Что она не покидает в горе.

Как надежный, верный друг она,

Ей победа ложью не нужна!

Эти слова Глазкова из стихотворения «Раздумья» могли бы стать, да и стали — его кредо. Я бы приравняла эти стихи по емкости и лаконизму, достоинству и чувству меры к сонетам Шекспира. Глазкову была близка емкая форма сонета и в отношениях с понравившимися ему людьми. Он мог общаться с человеком на протяжении многих лет фрагментарно, но каждый фрагмент мог быть серенадой, нежной шуткой, коротким стихотворением, даже проплытием вдоль берега моря с цветком в зубах в честь этого человека. Именно такие отношения сложились с Глазковым у меня, когда я наконец-то с ним познакомилась.

С детства я была подготовлена к встрече с ним, а увидев, поняла, что главного-то о нем ни мой отец, ни другие люди и не поведали.
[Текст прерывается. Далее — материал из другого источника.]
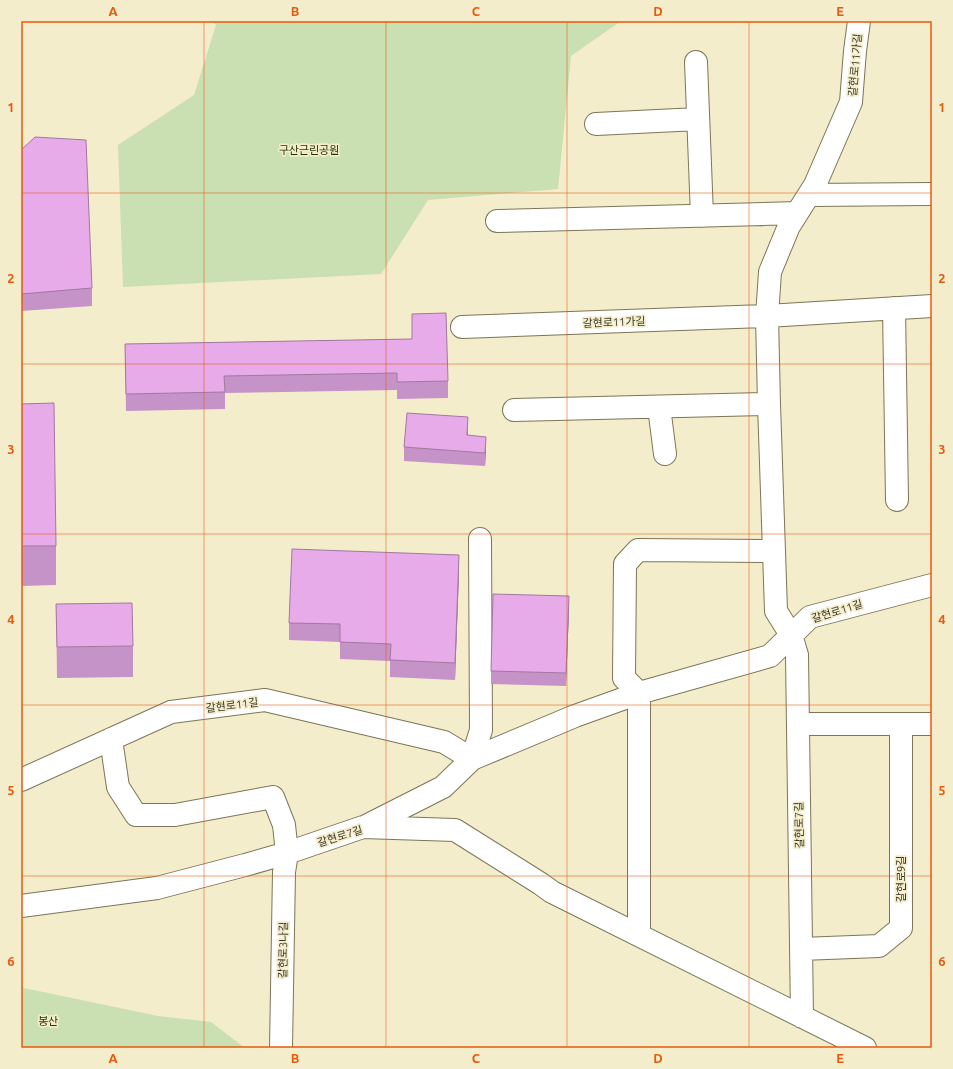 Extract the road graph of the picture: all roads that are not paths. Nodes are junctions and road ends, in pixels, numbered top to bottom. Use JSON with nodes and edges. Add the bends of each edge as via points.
{"nodes":[{"id":1,"x":859,"y":21,"type":"edge"},
{"id":2,"x":696,"y":62,"type":"dead end"},
{"id":3,"x":698,"y":119,"type":"junction"},
{"id":4,"x":596,"y":124,"type":"dead end"},
{"id":5,"x":932,"y":194,"type":"edge"},
{"id":6,"x":809,"y":195,"type":"junction"},
{"id":7,"x":797,"y":213,"type":"junction"},
{"id":8,"x":702,"y":216,"type":"junction"},
{"id":9,"x":497,"y":221,"type":"dead end"},
{"id":10,"x":932,"y":306,"type":"edge"},
{"id":11,"x":894,"y":308,"type":"junction"},
{"id":12,"x":767,"y":316,"type":"junction"},
{"id":13,"x":462,"y":327,"type":"dead end"},
{"id":14,"x":769,"y":404,"type":"junction"},
{"id":15,"x":659,"y":407,"type":"junction"},
{"id":16,"x":514,"y":410,"type":"dead end"},
{"id":17,"x":665,"y":454,"type":"dead end"},
{"id":18,"x":896,"y":500,"type":"dead end"},
{"id":19,"x":480,"y":539,"type":"dead end"},
{"id":20,"x":773,"y":551,"type":"junction"},
{"id":21,"x":932,"y":585,"type":"edge"},
{"id":22,"x":792,"y":635,"type":"junction"},
{"id":23,"x":640,"y":694,"type":"junction"},
{"id":24,"x":798,"y":724,"type":"junction"},
{"id":25,"x":901,"y":724,"type":"junction"},
{"id":26,"x":932,"y":724,"type":"edge"},
{"id":27,"x":111,"y":739,"type":"junction"},
{"id":28,"x":472,"y":759,"type":"junction"},
{"id":29,"x":21,"y":780,"type":"edge"},
{"id":30,"x":363,"y":827,"type":"junction"},
{"id":31,"x":287,"y":853,"type":"junction"},
{"id":32,"x":21,"y":906,"type":"edge"},
{"id":33,"x":639,"y":935,"type":"junction"},
{"id":34,"x":801,"y":949,"type":"junction"},
{"id":35,"x":802,"y":1017,"type":"junction"},
{"id":36,"x":281,"y":1048,"type":"edge"},
{"id":37,"x":865,"y":1048,"type":"edge"}],
"edges":[{"from":1,"to":6,"type":"street","name":"갈현로11가길","via":[[851,102]]},
{"from":2,"to":3,"type":"street"},
{"from":3,"to":4,"type":"street"},
{"from":3,"to":8,"type":"street"},
{"from":5,"to":6,"type":"street"},
{"from":6,"to":7,"type":"street","name":"갈현로11가길"},
{"from":7,"to":8,"type":"street"},
{"from":7,"to":12,"type":"street","name":"갈현로11가길","via":[[770,272]]},
{"from":8,"to":9,"type":"street"},
{"from":10,"to":11,"type":"street","name":"갈현로11가길"},
{"from":11,"to":12,"type":"street","name":"갈현로11가길"},
{"from":11,"to":18,"type":"street"},
{"from":12,"to":13,"type":"street","name":"갈현로11가길"},
{"from":12,"to":14,"type":"street","name":"갈현로11가길"},
{"from":14,"to":15,"type":"street"},
{"from":14,"to":20,"type":"street","name":"갈현로11가길"},
{"from":15,"to":16,"type":"street"},
{"from":15,"to":17,"type":"street"},
{"from":19,"to":28,"type":"street","via":[[481,730]]},
{"from":20,"to":22,"type":"street","name":"갈현로11가길","via":[[776,611]]},
{"from":20,"to":23,"type":"street","via":[[638,550],[625,564],[624,678]]},
{"from":21,"to":22,"type":"street","name":"갈현로11길","via":[[810,617]]},
{"from":22,"to":23,"type":"street","name":"갈현로11길","via":[[770,656]]},
{"from":22,"to":24,"type":"street","name":"갈현로7길","via":[[797,655]]},
{"from":23,"to":28,"type":"street","name":"갈현로11길","via":[[574,716]]},
{"from":23,"to":33,"type":"street"},
{"from":24,"to":25,"type":"street"},
{"from":24,"to":34,"type":"street","name":"갈현로7길"},
{"from":25,"to":26,"type":"street"},
{"from":25,"to":34,"type":"street","name":"갈현로9길","via":[[901,928],[879,946]]},
{"from":27,"to":28,"type":"street","name":"갈현로11길","via":[[171,712],[265,700],[444,742]]},
{"from":27,"to":29,"type":"street","name":"갈현로11길"},
{"from":27,"to":31,"type":"street","name":"갈현로3나길","via":[[118,787],[136,816],[175,815],[273,796],[284,825]]},
{"from":28,"to":30,"type":"street","name":"갈현로11길","via":[[443,787]]},
{"from":30,"to":31,"type":"street","name":"갈현로7길"},
{"from":30,"to":33,"type":"street","name":"갈현로7길","via":[[456,830],[552,892]]},
{"from":31,"to":32,"type":"street","name":"갈현로7길","via":[[157,888]]},
{"from":31,"to":36,"type":"street","name":"갈현로3나길","via":[[284,872]]},
{"from":33,"to":35,"type":"street","name":"갈현로7길"},
{"from":34,"to":35,"type":"street","name":"갈현로7길"},
{"from":35,"to":37,"type":"street","name":"갈현로7길"}]}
Они брали в рассказах о нем внешне оригинальную сторону и, конечно, поэтический талант, но никто мне не описал этой застенчивой улыбки, такой иногда трогательной в этом большом человеке, этой нежности и пронзительной красоты души, этого взгляда, немного исподлобья и идущего изнутри с такой надеждой увидеть что-нибудь хорошее, немного затаенного взгляда, полного ожидания, готового к открытиям.
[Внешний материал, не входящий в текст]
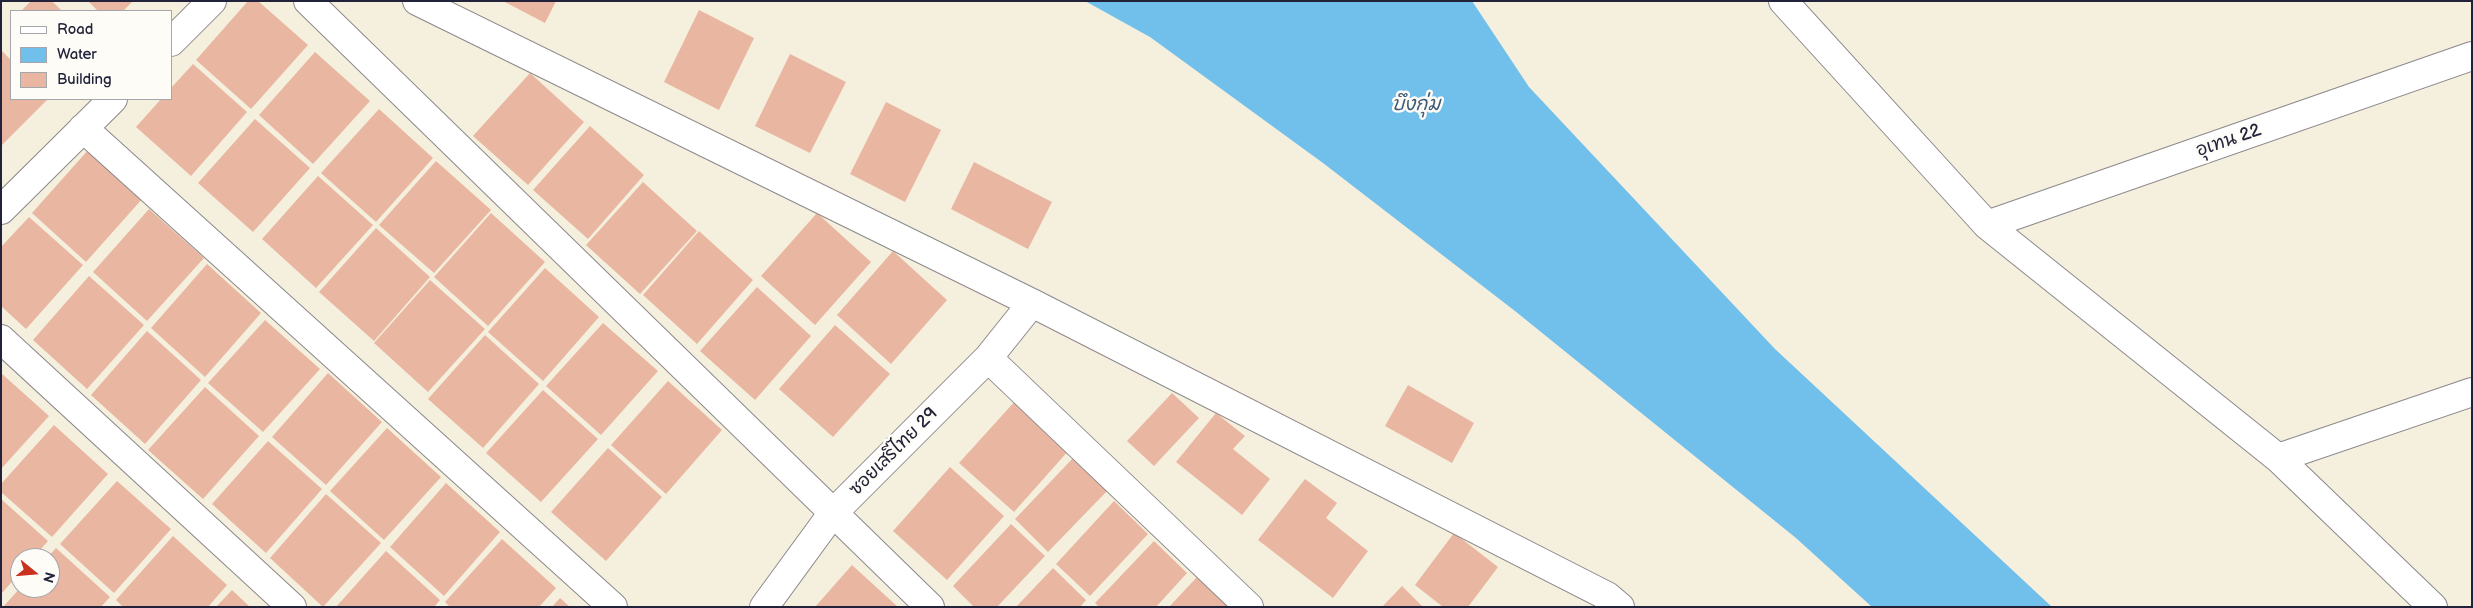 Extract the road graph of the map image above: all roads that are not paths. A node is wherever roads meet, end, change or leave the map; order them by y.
1 (212, 1) edge
2 (308, 1) edge
3 (417, 1) edge
4 (1783, 1) edge
5 (172, 41) edge
6 (2472, 56) edge
7 (112, 100) edge
8 (83, 128) junction
9 (1, 210) edge
10 (1987, 225) junction
11 (1032, 303) junction
12 (1, 339) edge
13 (988, 358) junction
14 (2472, 392) edge
15 (2278, 458) junction
16 (832, 514) junction
17 (292, 607) edge
18 (613, 607) edge
19 (764, 607) edge
20 (930, 607) edge
21 (1249, 607) edge
22 (1620, 607) edge
23 (2433, 607) edge

1 - 5 street
2 - 16 street
3 - 11 street
4 - 10 street
6 - 10 street, อุเทน 22
7 - 8 street
8 - 9 street
8 - 18 street
10 - 15 street
11 - 13 street, ซอยเสรีไทย 29
11 - 22 street
12 - 17 street
13 - 16 street, ซอยเสรีไทย 29
13 - 21 street
14 - 15 street
15 - 23 street
16 - 19 street, ซอยเสรีไทย 29
16 - 20 street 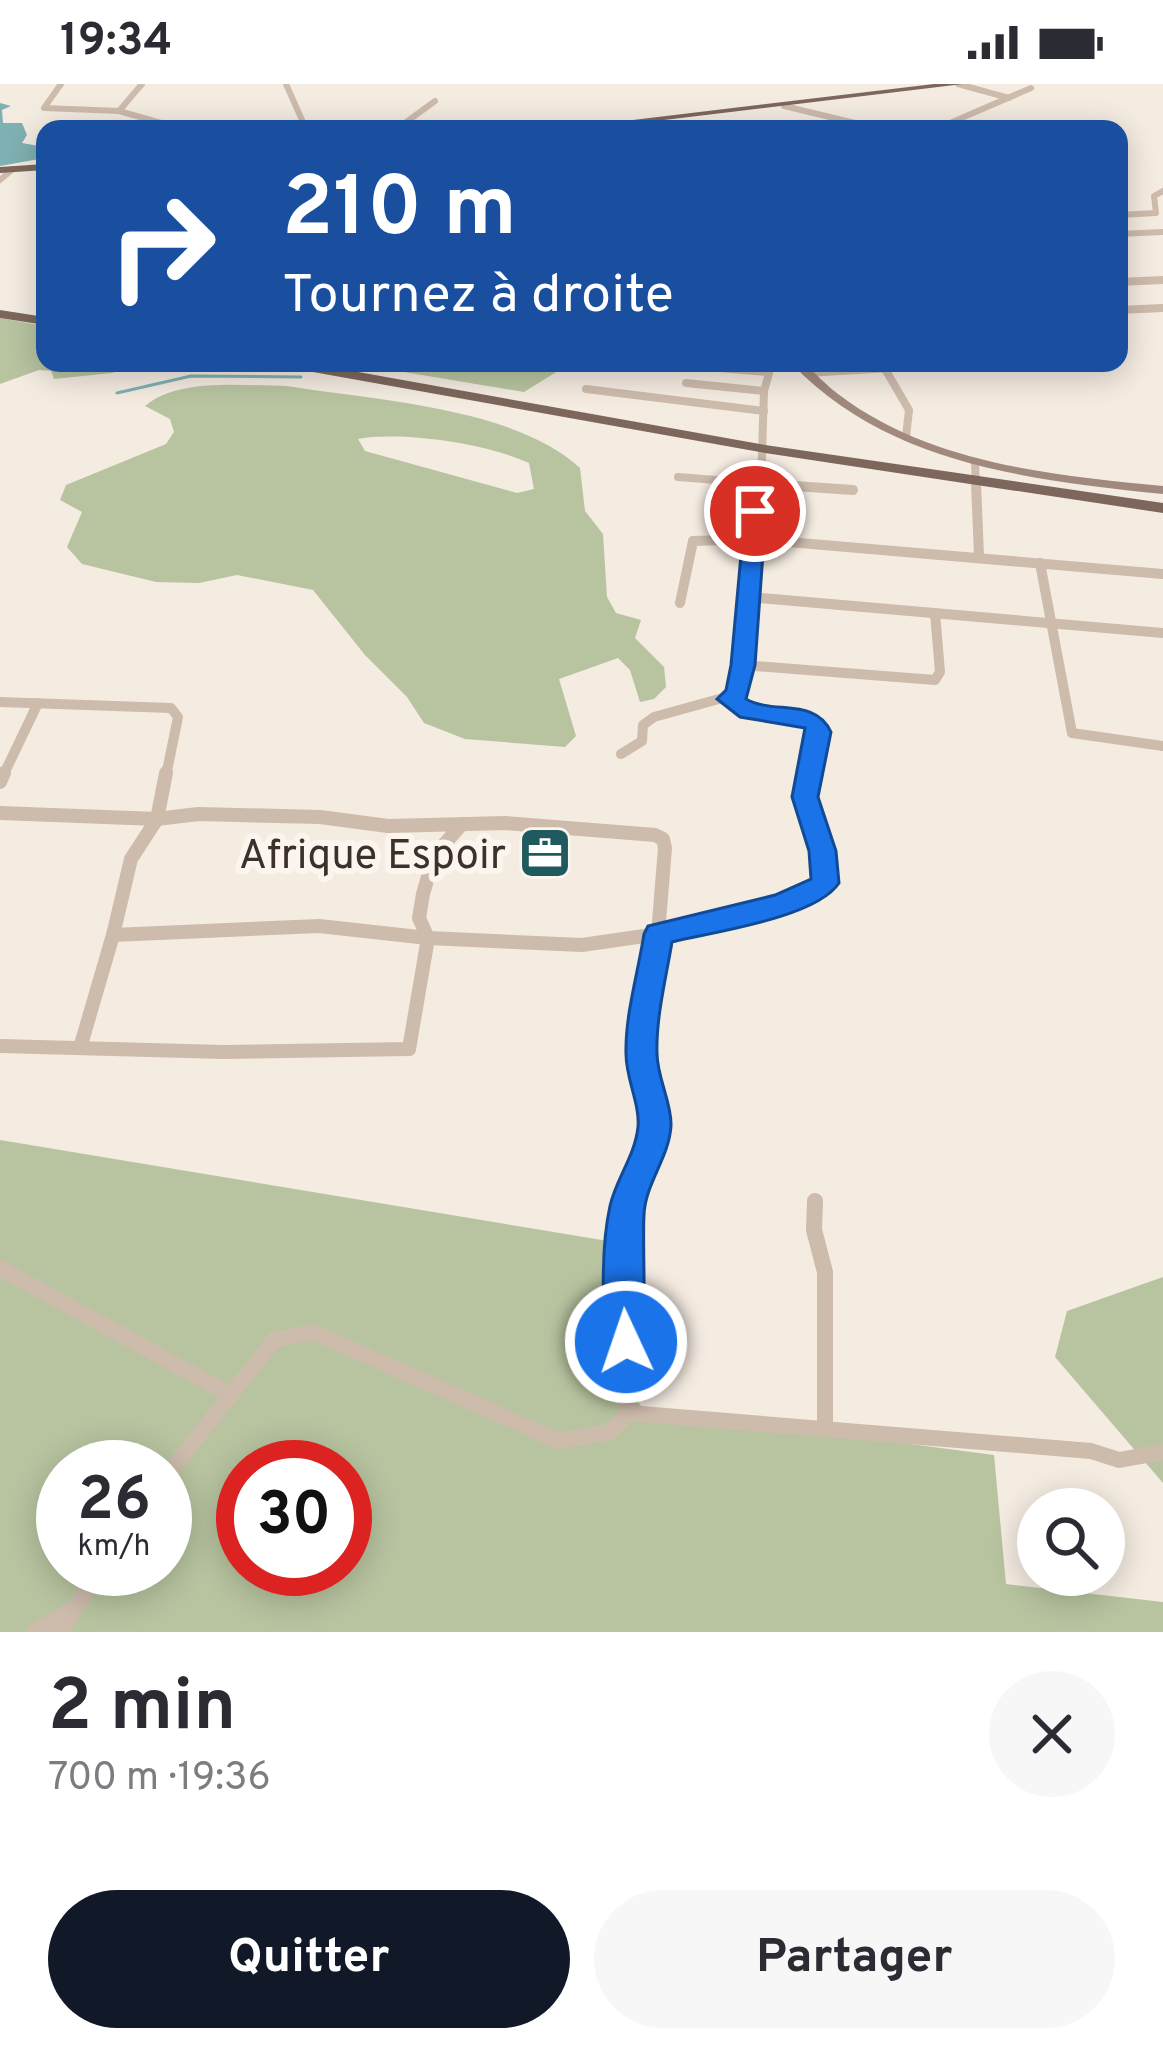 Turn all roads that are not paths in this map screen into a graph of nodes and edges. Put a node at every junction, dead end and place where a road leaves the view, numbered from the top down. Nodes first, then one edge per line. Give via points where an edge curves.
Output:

Мой отец однажды сказал мне: «Глазков говорит, что он чувствует, как у него в темноте светятся глаза». Я думаю, что Глазков чувствовал в себе всегда свечение души, а ведь в темноте и свечение сильнее… Хотя отец сказал об этом с веселой улыбкой, мне переданные им слова Глазкова показались очень значительными. Может быть, я ошибаюсь, но мне кажется: многие люди недооценивали именно значительность, великую правду души Глазкова, слишком большое внимание уделяя его удачным остротам, комиксам, его оригинальности. В этом большая несправедливость. Ведь у него была великая душа, полная достоинства. Он никогда не шел на поводу внешних достижений, внешних отношений. Он был чист! Чище многих слепых душой, восхищавшихся только его остроумием и забавными проделками. По-моему, он был истинным поэтом. И не только в стихах, но и в подходе к миру:

Я друг своих удач и враг невзгод

И не всегда везучий человек.

А за окном обыкновенный снег.

Его бы мог сравнить я с серебром.

Зачем? Я простоватый человек,

Который платит за добро добром.

Вы чувствуете беззащитность и величие этого самоопределения? Именно таким и был Глазков. Милый, хороший Николай Иванович Глазков. Если это звучит сентиментально — хорошо! Ему этого, может быть, во многих людях не хватало.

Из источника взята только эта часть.